The Deputy Commissioner rejected the claim on the ground that it was not filed within one year after date of death as required by subsections (a) and (b) of section 13 of the act, and that it did not fall within the exceptions provided in subsections (c) and (d) of the same section (33 U.S.C.A. § 913 (a-d). These four subsections are as follows:

"(a) The right to compensation for disability under this chapter shall be barred unless a claim therefor is filed within one year after the injury, and the right to compensation for death shall be barred unless a claim therefor is filed within one year after the death, except that if payment of compensation has been made without an award on account of such injury or death a claim may be filed within one year after the date of the last payment. Such claim shall be filed with the deputy commissioner in the compensation district in which such injury or such death occurred.

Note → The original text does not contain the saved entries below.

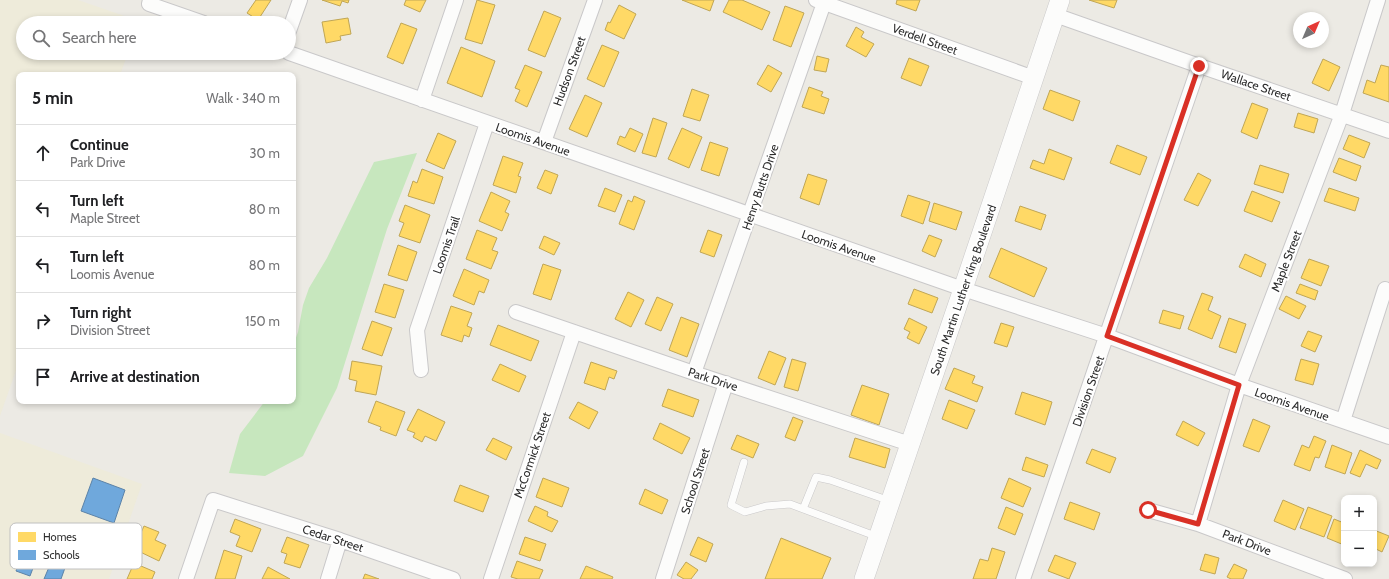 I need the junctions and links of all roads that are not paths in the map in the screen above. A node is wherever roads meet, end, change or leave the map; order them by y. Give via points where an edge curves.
1 (300, 0) edge
2 (456, 0) edge
3 (595, 0) edge
4 (1378, 0) edge
5 (822, 1) edge
6 (150, 2) edge
7 (1058, 7) edge
8 (186, 16) edge
9 (294, 16) edge
10 (296, 55) edge
11 (1199, 66) junction
12 (1034, 78) junction
13 (422, 100) junction
14 (1342, 114) junction
15 (487, 122) junction
16 (1389, 131) edge
17 (544, 142) junction
18 (750, 215) junction
19 (964, 289) junction
20 (1385, 289) dead end
21 (516, 312) dead end
22 (574, 332) junction
23 (1107, 336) junction
24 (421, 370) dead end
25 (694, 373) junction
26 (726, 383) junction
27 (1239, 385) junction
28 (1343, 421) junction
29 (1389, 437) edge
30 (910, 444) junction
31 (744, 462) dead end
32 (891, 501) junction
33 (803, 509) junction
34 (1148, 510) dead end
35 (1198, 524) junction
36 (878, 537) junction
37 (340, 540) junction
38 (186, 579) edge
39 (328, 579) edge
40 (453, 579) edge
41 (491, 579) edge
42 (663, 579) edge
43 (864, 579) edge
44 (1023, 579) edge
45 (1345, 579) edge

1 - 9 street
2 - 13 street
3 - 17 street, Hudson Street
4 - 14 street, Maple Street
5 - 12 street, Verdell Street
5 - 18 street, Henry Butts Drive
6 - 8 street
7 - 11 street, Wallace Street
7 - 12 street, South Martin Luther King Boulevard
10 - 13 street, Loomis Avenue
11 - 14 street, Wallace Street
11 - 23 street, Division Street
12 - 19 street, South Martin Luther King Boulevard
13 - 15 street, Loomis Avenue
14 - 16 street, Wallace Street
14 - 27 street, Maple Street
15 - 17 street, Loomis Avenue
15 - 24 street, Loomis Trail via 417,330
17 - 18 street, Loomis Avenue
18 - 19 street, Loomis Avenue
18 - 25 street, Henry Butts Drive
19 - 23 street, Loomis Avenue
19 - 30 street, South Martin Luther King Boulevard
20 - 28 street
21 - 22 street, Park Drive
22 - 25 street, Park Drive
22 - 41 street, McCormick Street
23 - 27 street, Loomis Avenue
23 - 44 street, Division Street
25 - 26 street, Park Drive
26 - 30 street, Park Drive
26 - 42 street, School Street
27 - 28 street, Loomis Avenue
27 - 35 street, Maple Street
28 - 29 street, Loomis Avenue
30 - 32 street, South Martin Luther King Boulevard
31 - 33 lane via 731,505 745,512 766,506 790,504
32 - 33 lane via 816,477
32 - 36 street, South Martin Luther King Boulevard
33 - 36 lane
34 - 35 street, Park Drive
35 - 45 street, Park Drive
36 - 43 street, South Martin Luther King Boulevard
37 - 38 street, Cedar Street via 213,500
37 - 39 street
37 - 40 street, Cedar Street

"(b) Notwithstanding the provisions of subdivision (a) failure to file a claim within the period prescribed in such subdivision shall not be a bar to such right unless objection to such failure is made at the first hearing of such claim in which all parties in interest are given reasonable notice and opportunity to be heard.

"(c) If a person who is entitled to compensation under this chapter is mentally incompetent or a minor, the provisions of subdivision (a) shall not be applicable so long as such person has no guardian or other authorized representative, but shall be applicable in the case of a person who is mentally incompetent or a minor from the date of appointment of such guardian or other representative, or in the case of a minor, if no guardian is appointed before he becomes of age, from the date he becomes of age.

"(d) Where recovery is denied to any person, in a suit brought at law or in admiralty to recover damages in respect of injury or death, on the ground that such person was an employee and that the defendant was an employer within the meaning of this chapter and that such employer had secured compensation to such employee under this chapter, the limitation of time prescribed in subdivision (a) shall begin to run only from the date of termination of such suit."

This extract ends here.